L'edificio religioso aveva subito danni a seguito del sisma verificatosi nel novembre del 2022. La sua agibilità è compromessa da quella data.

Un ulteriore problema si è manifestato nell'agosto precedente, con un danno al campanile. Questo è stato causato dallo stato di abbandono dell'immobile.

Fondi insufficienti e progettazione lenta

Solo nel mese di marzo sono state erogate le prime risorse finanziarie. La struttura commissariale ha stanziato 600mila euro. Questi fondi sono destinati alla fase di progettazione.

Si tratta del primo lotto di un intervento totale la cui stima supera i sei milioni di euro. L'ammontare complessivo dei fondi appare ancora insufficiente.

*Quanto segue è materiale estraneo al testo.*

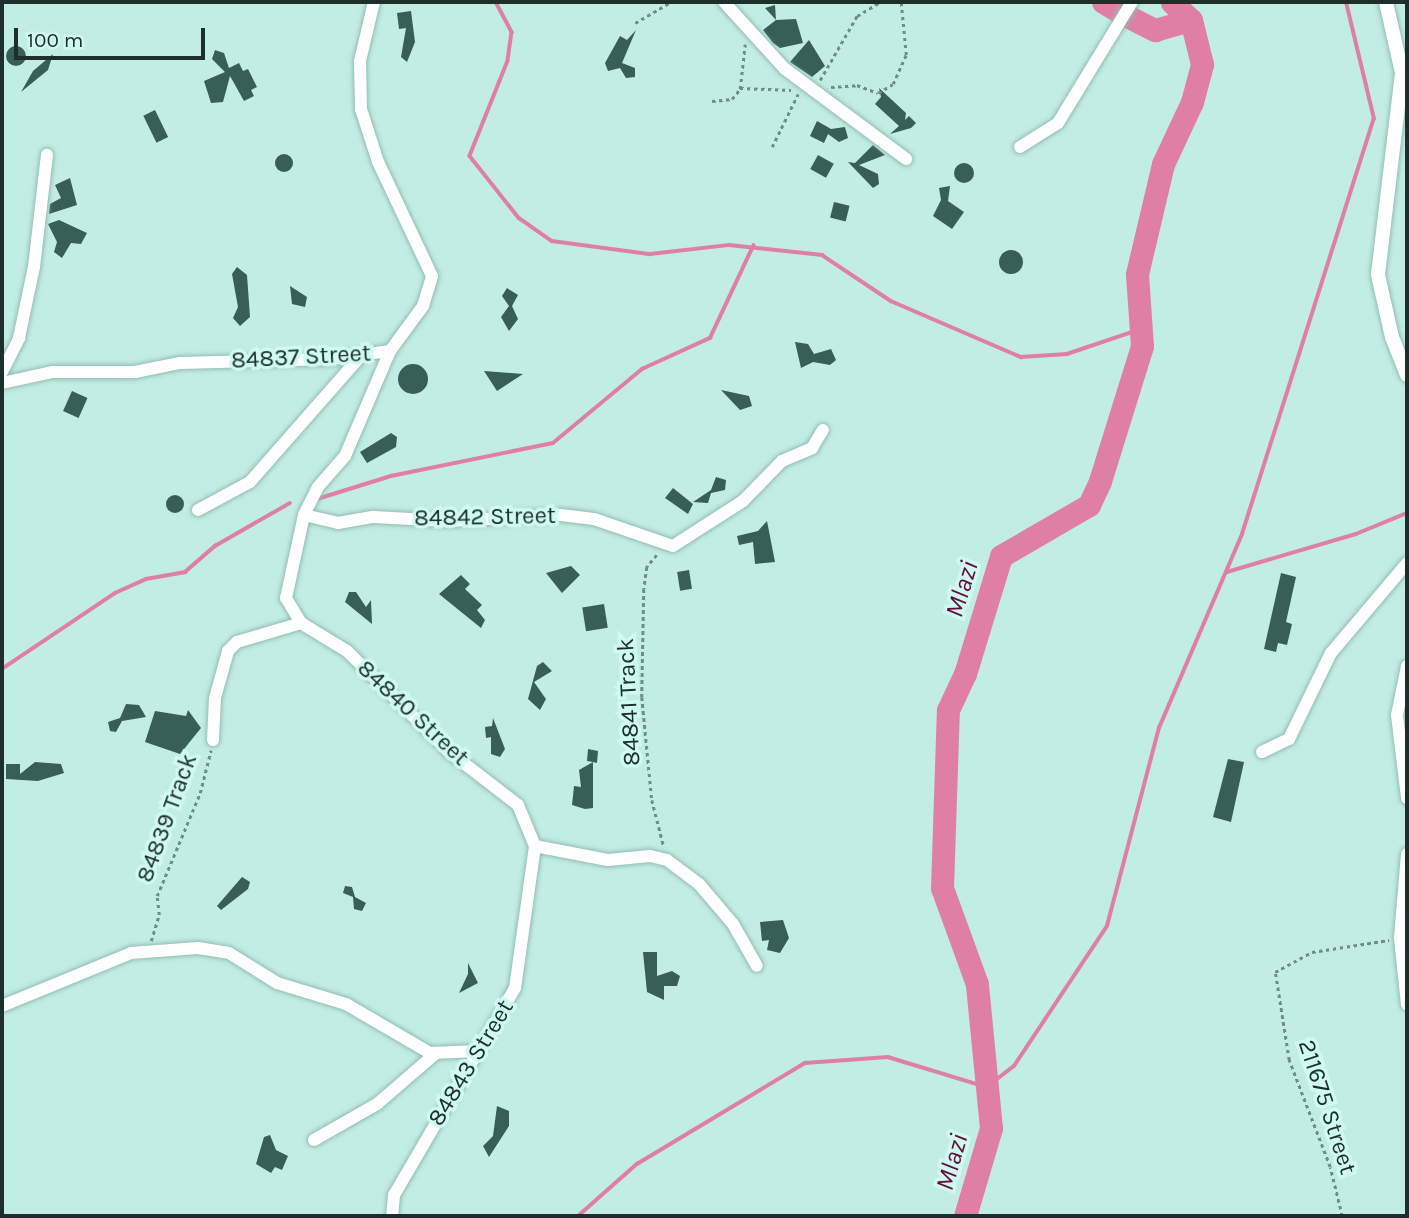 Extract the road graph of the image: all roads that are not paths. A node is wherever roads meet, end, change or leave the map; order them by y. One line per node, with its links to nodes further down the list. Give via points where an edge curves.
1 (374, 2): 8 (street, 84837 Street, via 360,61 361,109 378,162 432,276 423,306)
2 (724, 2): 7 (street, via 785,69)
3 (1132, 2): 5 (street, via 1058,123)
4 (1386, 2): 11 (street, via 1402,73 1378,275 1392,337)
5 (1020, 148)
6 (47, 155): 10 (street, via 34,267 19,338)
7 (906, 159)
8 (390, 351): 9 (street, 84837 Street); 15 (street, via 345,456 313,494)
9 (360, 357): 12 (street, 84837 Street, via 52,372); 14 (street, via 250,482)
10 (2, 372)
11 (1407, 375)
12 (2, 383)
13 (823, 430): 15 (street, 84842 Street, via 817,444 782,461 743,501 683,541 663,547 594,519 561,515 449,521 373,517 338,523)
14 (198, 510)
15 (304, 515): 17 (street, via 286,598)
16 (1407, 563): 20 (street, via 1331,653 1289,739)
17 (301, 623): 19 (street, via 237,642 228,651 215,698); 22 (street, 84840 Street, via 347,651 440,744 518,805)
18 (1407, 666): 21 (street, via 1396,715)
19 (213, 740)
20 (1262, 752)
21 (1407, 797)
22 (535, 846): 24 (street, via 608,860 650,856 667,860 699,884 733,924); 27 (street, 84843 Street, via 515,988)
23 (1407, 854): 25 (street, via 1400,938)
24 (757, 966)
25 (1407, 1005)
26 (2, 1006): 28 (street, via 148,949 229,953 277,983 346,1004)
27 (479, 1051): 28 (street); 30 (street, 84843 Street, via 394,1195)
28 (435, 1054): 29 (street, via 377,1104)
29 (314, 1140)
30 (392, 1216)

Con la sua interrogazione, Mangialardi sollecita la giunta regionale. Richiede un piano dettagliato dei tempi di intervento. Vuole sapere quando inizieranno i lavori e a che punto si trova la progettazione.

Critiche all'inerzia della giunta

Il consigliere attribuisce i ritardi all'inerzia della giunta. Accusa l'amministrazione di una gestione inadeguata del cosiddetto «sisma invisibile».

Come esempio di questa lentezza, Mangialardi cita i tempi di recupero della Palazzina delle Emergenze presso l'ospedale cittadino. Anche in quel caso, i tempi si sono rivelati molto lunghi.

La situazione del Duomo di Senigallia solleva interrogativi sulla capacità di risposta alle emergenze strutturali. La comunità attende risposte concrete.